A coalition made up of American airpower, a newly energized Iraqi Army, Kurdish forces and often unnamed Iranian assets is currently assaulting the city of Mosul, ISIS’s main stronghold in Iraq.
It is likely that Mosul will fall to the combined forces, as a military buildup of Syrian Army, Russian airpower and more unnamed Iranian assets challenge Raqqa, the Islamic State’s Syrian stronghold. While minorities in the region continue to suffer to the point of extinction and will probably continue to be ignored, foreign powers involved in the region are stirring conflicts in Yemen, Libya and possibly most of the Levant for generations to come.
It is hard to say how severely damaged relations between the US and Russia have become over the last year. A position usually reserved for the U.S., Russia has become the de facto king maker/human rights aggressor in the region. Russian forces in the region gave the current American administration the ability to back away from regional commitments and, at the same time, opened themselves up for the U.S. condemnation of its actions.
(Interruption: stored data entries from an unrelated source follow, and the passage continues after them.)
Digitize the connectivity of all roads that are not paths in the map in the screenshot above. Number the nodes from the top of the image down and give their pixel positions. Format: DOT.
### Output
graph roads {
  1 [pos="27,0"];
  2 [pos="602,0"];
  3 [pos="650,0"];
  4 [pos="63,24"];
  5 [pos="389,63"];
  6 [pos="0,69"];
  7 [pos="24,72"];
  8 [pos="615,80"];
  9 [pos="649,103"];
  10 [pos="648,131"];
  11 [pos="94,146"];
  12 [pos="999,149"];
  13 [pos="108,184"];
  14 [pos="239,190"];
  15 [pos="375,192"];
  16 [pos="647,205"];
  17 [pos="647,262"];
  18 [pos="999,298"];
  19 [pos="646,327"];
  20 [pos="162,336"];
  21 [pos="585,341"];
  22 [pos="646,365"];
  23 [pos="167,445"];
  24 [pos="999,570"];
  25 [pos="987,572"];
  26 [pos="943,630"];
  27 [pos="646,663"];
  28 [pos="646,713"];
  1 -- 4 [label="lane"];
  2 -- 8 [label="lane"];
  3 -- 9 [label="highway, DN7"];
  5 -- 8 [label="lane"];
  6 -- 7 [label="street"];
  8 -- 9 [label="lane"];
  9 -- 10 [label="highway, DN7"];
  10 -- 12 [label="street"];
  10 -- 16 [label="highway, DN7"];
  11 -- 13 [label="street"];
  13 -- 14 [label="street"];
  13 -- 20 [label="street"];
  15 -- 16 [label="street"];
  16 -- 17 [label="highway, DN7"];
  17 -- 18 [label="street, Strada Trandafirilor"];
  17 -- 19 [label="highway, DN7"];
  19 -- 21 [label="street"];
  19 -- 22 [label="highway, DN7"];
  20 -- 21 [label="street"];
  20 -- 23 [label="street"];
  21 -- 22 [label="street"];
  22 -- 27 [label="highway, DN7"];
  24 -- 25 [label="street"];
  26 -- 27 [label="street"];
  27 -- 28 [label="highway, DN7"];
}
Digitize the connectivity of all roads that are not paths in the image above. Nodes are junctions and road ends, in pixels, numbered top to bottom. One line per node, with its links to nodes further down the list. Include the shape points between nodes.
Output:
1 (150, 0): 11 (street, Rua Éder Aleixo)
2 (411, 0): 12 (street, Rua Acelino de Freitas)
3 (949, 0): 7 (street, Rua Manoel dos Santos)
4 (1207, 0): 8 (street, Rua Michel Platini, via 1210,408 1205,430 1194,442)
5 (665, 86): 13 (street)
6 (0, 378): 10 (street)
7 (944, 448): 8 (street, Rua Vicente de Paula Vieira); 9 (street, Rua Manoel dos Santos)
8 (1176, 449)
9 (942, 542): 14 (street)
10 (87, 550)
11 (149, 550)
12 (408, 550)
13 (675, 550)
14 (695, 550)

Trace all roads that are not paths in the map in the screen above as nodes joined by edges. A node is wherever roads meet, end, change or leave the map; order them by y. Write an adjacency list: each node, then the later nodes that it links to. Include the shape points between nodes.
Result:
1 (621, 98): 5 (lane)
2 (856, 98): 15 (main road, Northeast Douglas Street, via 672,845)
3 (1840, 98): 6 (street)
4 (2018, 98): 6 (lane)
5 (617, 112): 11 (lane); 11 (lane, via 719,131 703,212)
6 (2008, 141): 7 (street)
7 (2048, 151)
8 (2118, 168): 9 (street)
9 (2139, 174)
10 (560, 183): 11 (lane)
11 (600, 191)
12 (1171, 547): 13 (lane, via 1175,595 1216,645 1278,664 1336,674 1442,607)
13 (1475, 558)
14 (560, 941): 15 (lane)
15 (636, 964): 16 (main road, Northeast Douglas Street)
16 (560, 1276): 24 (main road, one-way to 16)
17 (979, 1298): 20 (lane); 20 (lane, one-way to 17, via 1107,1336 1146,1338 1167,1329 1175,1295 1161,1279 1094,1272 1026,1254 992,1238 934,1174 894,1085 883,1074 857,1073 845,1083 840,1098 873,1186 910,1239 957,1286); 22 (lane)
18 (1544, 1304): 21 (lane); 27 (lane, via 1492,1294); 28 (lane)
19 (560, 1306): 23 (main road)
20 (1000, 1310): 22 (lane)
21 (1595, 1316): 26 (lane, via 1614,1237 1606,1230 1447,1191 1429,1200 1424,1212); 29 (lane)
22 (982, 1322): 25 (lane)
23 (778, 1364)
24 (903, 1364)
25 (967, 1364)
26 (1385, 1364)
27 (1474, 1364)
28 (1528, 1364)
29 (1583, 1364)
Following the U.S. presidential election, it can be certain that involving Russia into U.S. domestic politics will have done nothing to help the current standing between Washington and Moscow. Moreover, regardless of the outcome on November 8, it is unlikely that American citizens or soldiers will eagerly look forward to fighting Russian forces on the plains of Ukraine under what will be the President with the lowest favorability ratings in American history. Batteries of S-300 and S-400 anti-aircraft missile systems in Syria will ensure a one-button war will be viable, and preventing another Wikileaks information dump will do nothing to change that situation or the likability of the next American President.
A victory over ISIS in Mosul will not foster an end to the tensions and conflict in the region. While the U.S. may be open to dialogue with Iran, and may even expect Iran to handle future issues in the region, the perennial crux of the issues between Sunni Arabs and Shi’a Persians will not disappear in one generation.
Unless old wounds were to heal instantly overnight, Sunni Arabs will never accept any scenario where foreign powers control their future. By all rights, Kurdistan should become an independent state, although it is likely that Turkey will prevent the bravery of Kurdish Peshmerga from earning their own land and borders.
Minorities, if any of them survive targeted killings, will have no choice but to seek fortunes outside of the region. With Western governments actively ignoring their issues as seen with the genocide of the Yazidis, their future will never be bright and survival will be their only focus.
With regards to the majority, Arabs will never accept rule by another culture perceived as their enemies. And while labels may change and extremism may be quelled as an ideology, the lack of real independence will always be a catalyst for war. The most realistic scenario is that with bad policy decisions and choices that leave little to traditional, local powerbrokers in the region, the battles for Mosul and Raqqa will bring about the end of an occupation by radicals, but will do little to prevent future conflicts.